Всё сказанное могло относиться только к римскому императору, однако, поскольку определение не содержит прямого указания на это, императорское достоинство, в принципе, уже не связывалось с Римом, а служило лишь выражением верховенства. В таком случае и правитель, не связанный с Римом, мог получить императорский титул, свидетельствовавший о его всемирном верховенстве. Особенно важным было такое понимание для франков, занявших доминирующее положение в Европе, особенно при Карле Великом.
Поскольку франки непосредственно включали завоеванные территории в состав своего государства, их король являлся не верховным сюзереном подвластных ему королей, а повелителем многих народов, занимая, таким образом, положение, подобное императорскому.
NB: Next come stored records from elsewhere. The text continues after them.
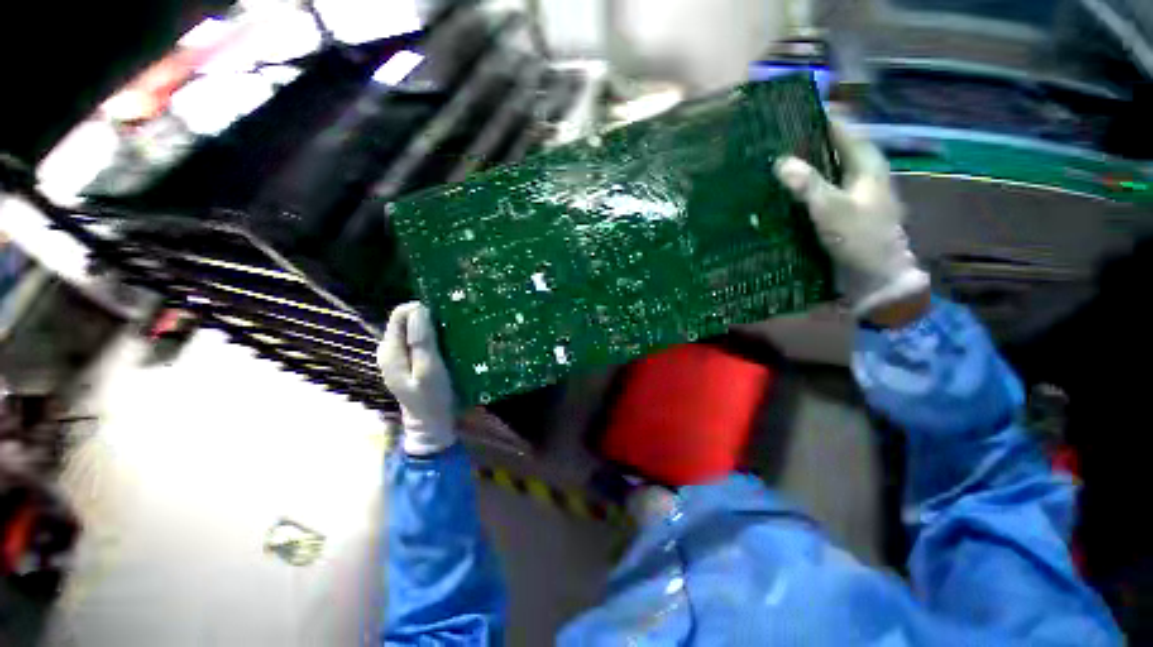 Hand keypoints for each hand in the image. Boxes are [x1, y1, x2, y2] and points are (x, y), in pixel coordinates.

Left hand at [378, 302, 456, 455]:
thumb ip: (422, 341)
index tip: (443, 319)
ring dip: (432, 327)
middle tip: (451, 327)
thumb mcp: (429, 371)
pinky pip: (419, 339)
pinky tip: (446, 344)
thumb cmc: (432, 398)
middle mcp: (390, 349)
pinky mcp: (409, 360)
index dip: (421, 310)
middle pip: (406, 320)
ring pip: (414, 329)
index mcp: (390, 351)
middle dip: (428, 318)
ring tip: (451, 334)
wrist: (431, 424)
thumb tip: (419, 310)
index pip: (400, 314)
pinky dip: (432, 337)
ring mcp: (399, 355)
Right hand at [774, 122, 928, 319]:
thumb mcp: (833, 210)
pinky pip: (817, 189)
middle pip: (829, 147)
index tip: (785, 114)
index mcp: (865, 163)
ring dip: (799, 165)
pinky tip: (780, 192)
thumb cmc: (861, 239)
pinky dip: (800, 187)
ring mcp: (849, 191)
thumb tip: (780, 161)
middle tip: (768, 142)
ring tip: (767, 163)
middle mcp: (859, 171)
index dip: (816, 118)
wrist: (877, 277)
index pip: (840, 127)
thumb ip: (808, 185)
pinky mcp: (839, 209)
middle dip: (801, 142)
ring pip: (822, 169) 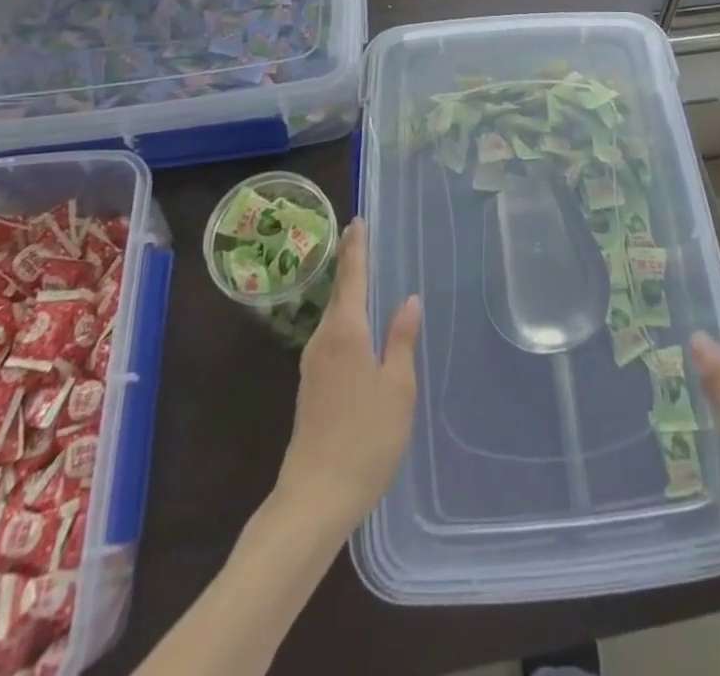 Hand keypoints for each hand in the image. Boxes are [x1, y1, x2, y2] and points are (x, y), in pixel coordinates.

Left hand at [273, 221, 421, 535]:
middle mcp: (323, 340)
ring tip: (367, 279)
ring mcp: (312, 365)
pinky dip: (346, 321)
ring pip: (333, 317)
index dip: (356, 247)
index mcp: (345, 332)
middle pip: (339, 293)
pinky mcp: (310, 387)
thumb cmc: (365, 439)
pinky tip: (360, 331)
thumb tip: (409, 299)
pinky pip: (331, 338)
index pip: (351, 277)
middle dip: (350, 265)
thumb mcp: (398, 387)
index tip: (357, 220)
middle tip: (365, 240)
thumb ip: (401, 339)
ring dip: (348, 294)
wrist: (315, 498) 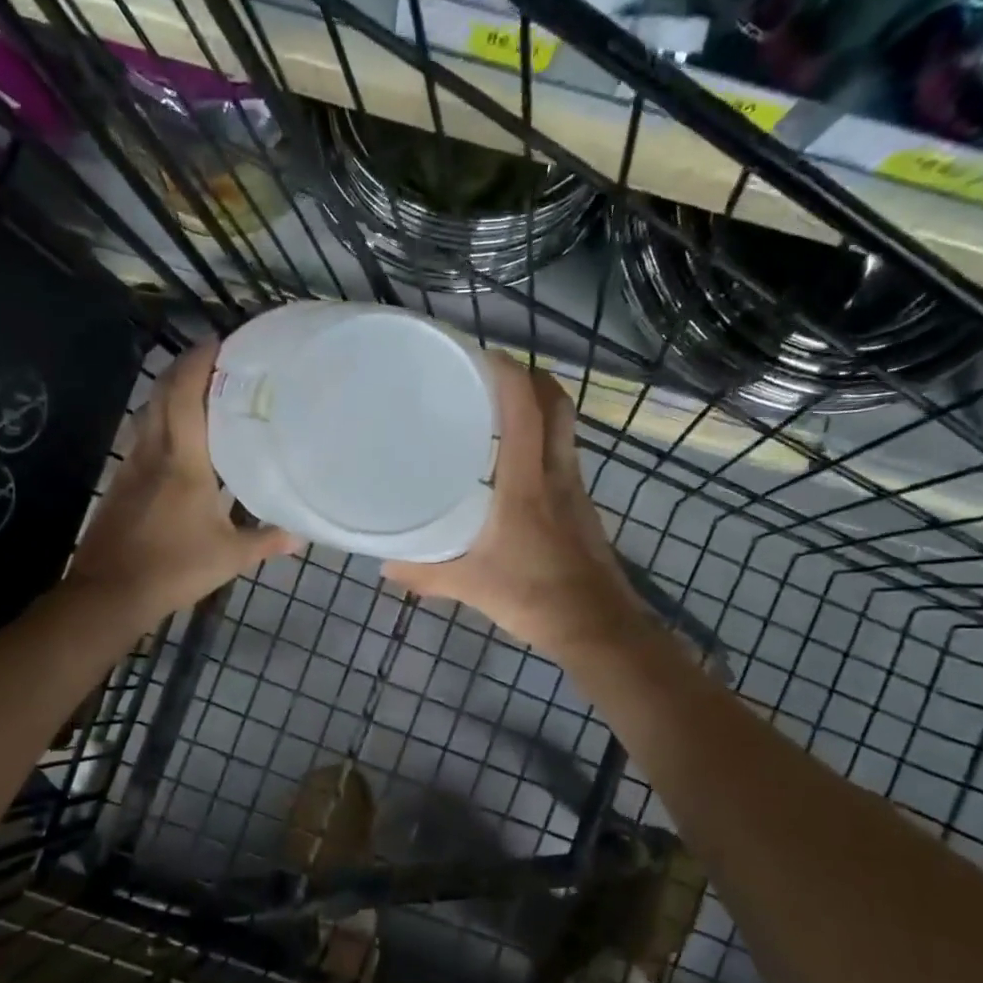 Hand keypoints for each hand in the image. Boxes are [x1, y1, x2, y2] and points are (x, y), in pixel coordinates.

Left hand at [68, 341, 295, 629]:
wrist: (109, 593)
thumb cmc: (174, 568)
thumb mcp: (229, 557)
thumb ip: (266, 541)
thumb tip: (300, 536)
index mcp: (183, 460)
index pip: (186, 394)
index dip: (200, 361)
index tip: (222, 342)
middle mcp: (153, 452)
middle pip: (162, 393)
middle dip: (186, 367)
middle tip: (218, 360)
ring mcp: (131, 465)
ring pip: (148, 412)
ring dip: (171, 391)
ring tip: (202, 390)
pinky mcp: (120, 482)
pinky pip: (142, 435)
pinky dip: (161, 419)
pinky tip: (179, 437)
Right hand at [384, 354, 643, 655]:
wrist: (598, 628)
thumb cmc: (533, 597)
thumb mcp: (470, 586)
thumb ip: (425, 573)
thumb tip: (384, 565)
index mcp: (527, 483)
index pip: (525, 409)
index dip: (507, 373)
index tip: (479, 354)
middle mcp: (557, 475)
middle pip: (556, 406)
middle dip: (531, 379)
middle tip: (492, 376)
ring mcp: (575, 491)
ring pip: (564, 431)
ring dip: (539, 410)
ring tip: (497, 414)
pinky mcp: (582, 510)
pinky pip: (563, 459)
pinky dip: (542, 446)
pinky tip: (514, 469) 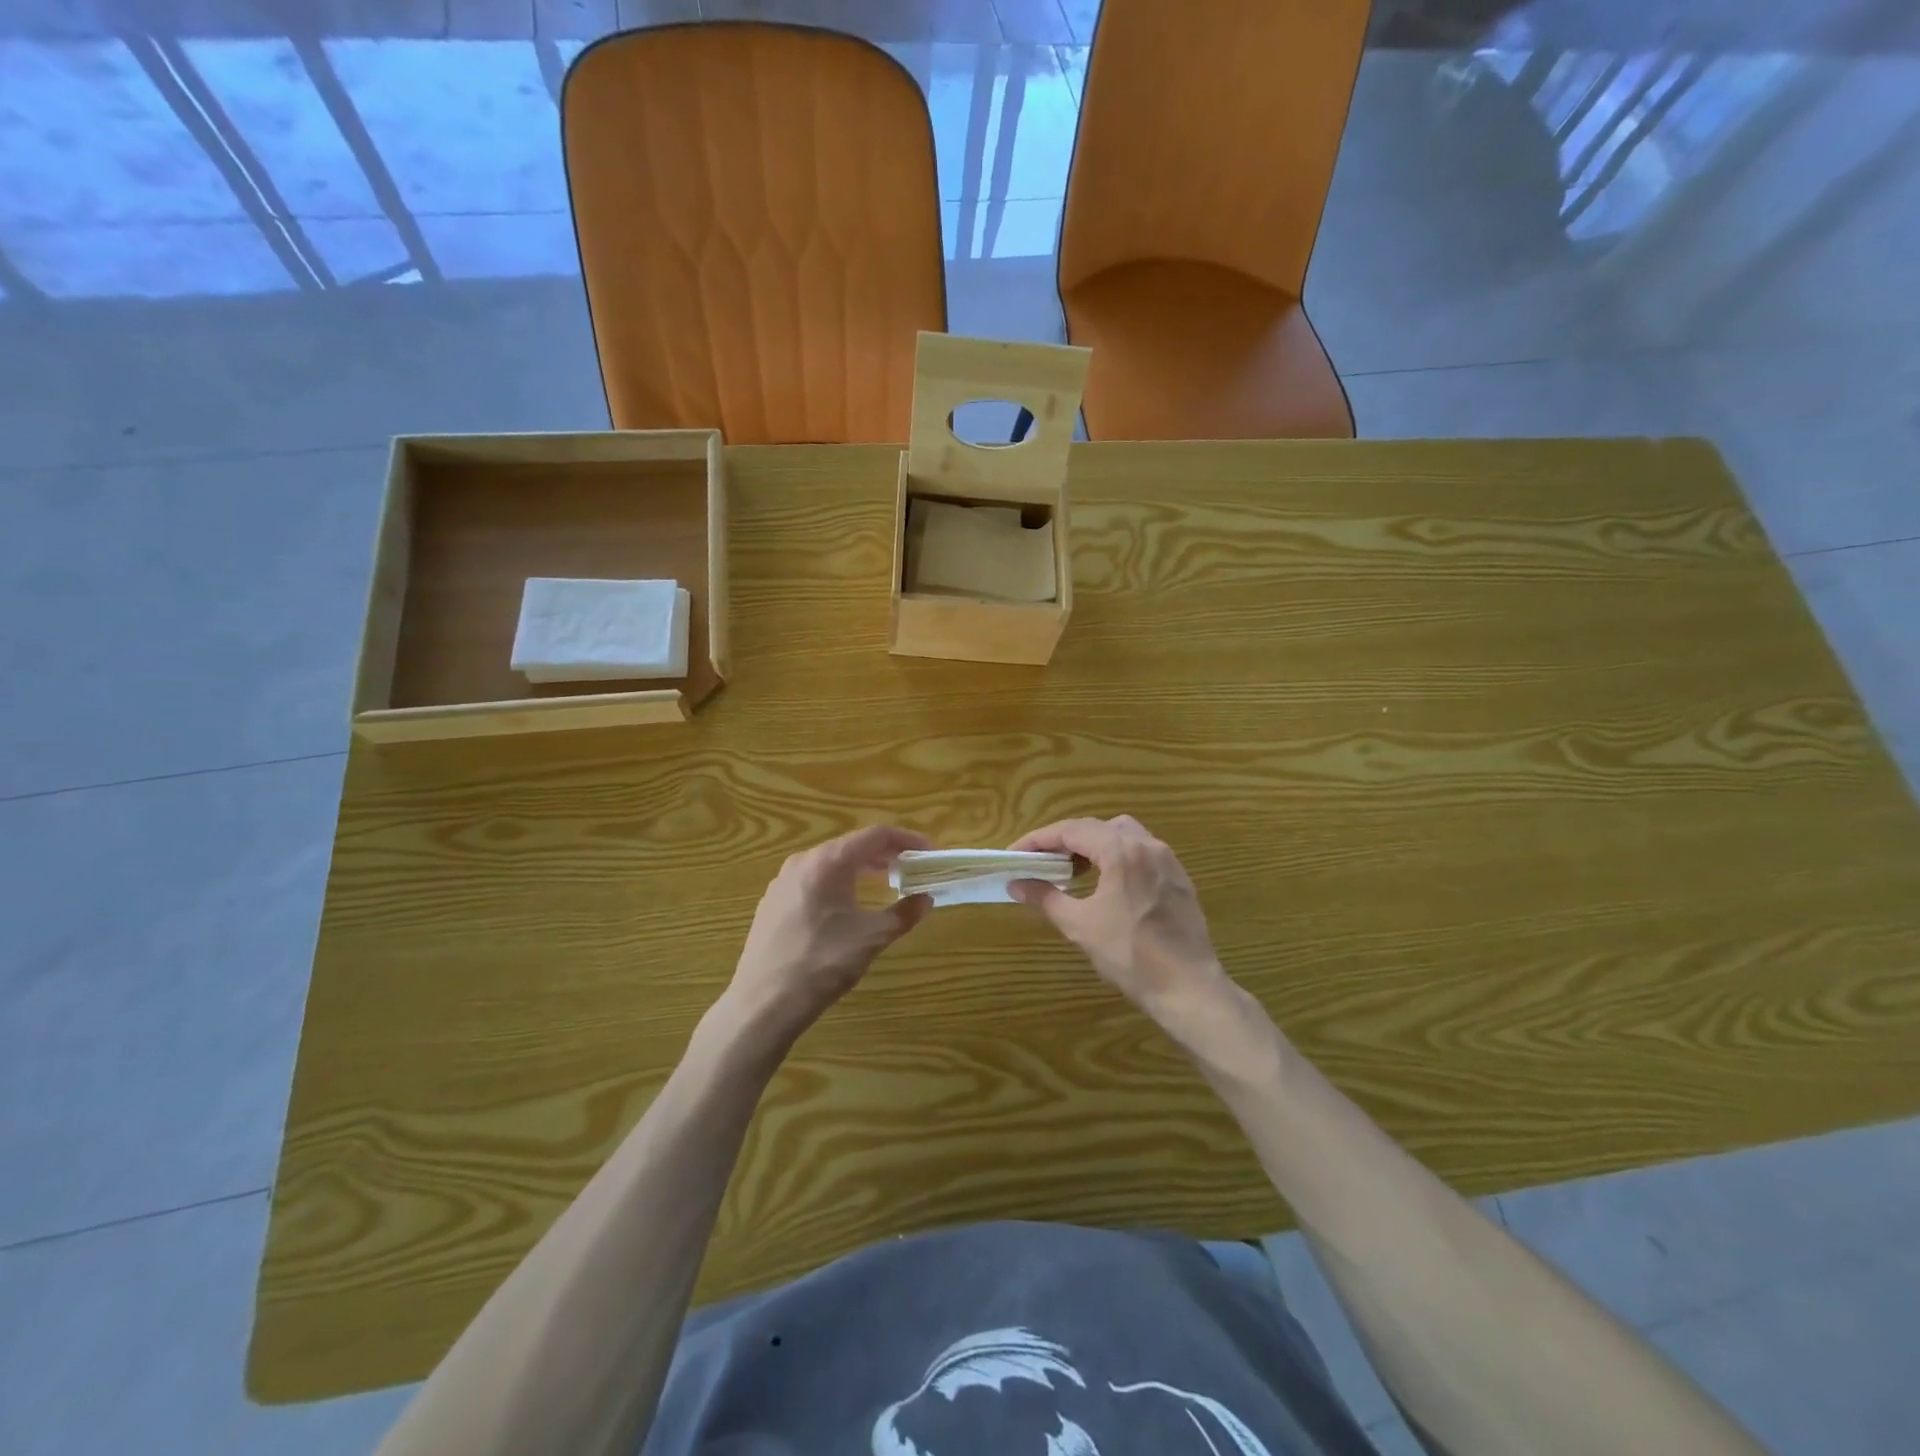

Тем не менее, их великое государство называлось Франкским королевством, а не империей. Понятие «империя» у франков внедрялось с трудом. Усвоению ими римской идеи способствовало их сближение с папством. Первый важный шаг на этом пути сделал в 751 году Пипин Короткий. Желая узаконить совершенный им государственный переворот, отстранение от власти последнего представителя Меровингской династии, он направил в Рим к папе Захарии запрос о том, кому должна принадлежать королевская корона: тому, у кого титул, или тому, кто обладает реальной властью. Как и надеялся Пипин, папа, рассчитывавший найти защитника в лице сильного франкского правителя, ответил, что ради поддержания порядка будет лучше, чтобы королем назывался тот, кто имеет власть. Спустя некоторое время сложился союз папства с новым королем франков, взявшим на себя функции защитника западной христианской церкви.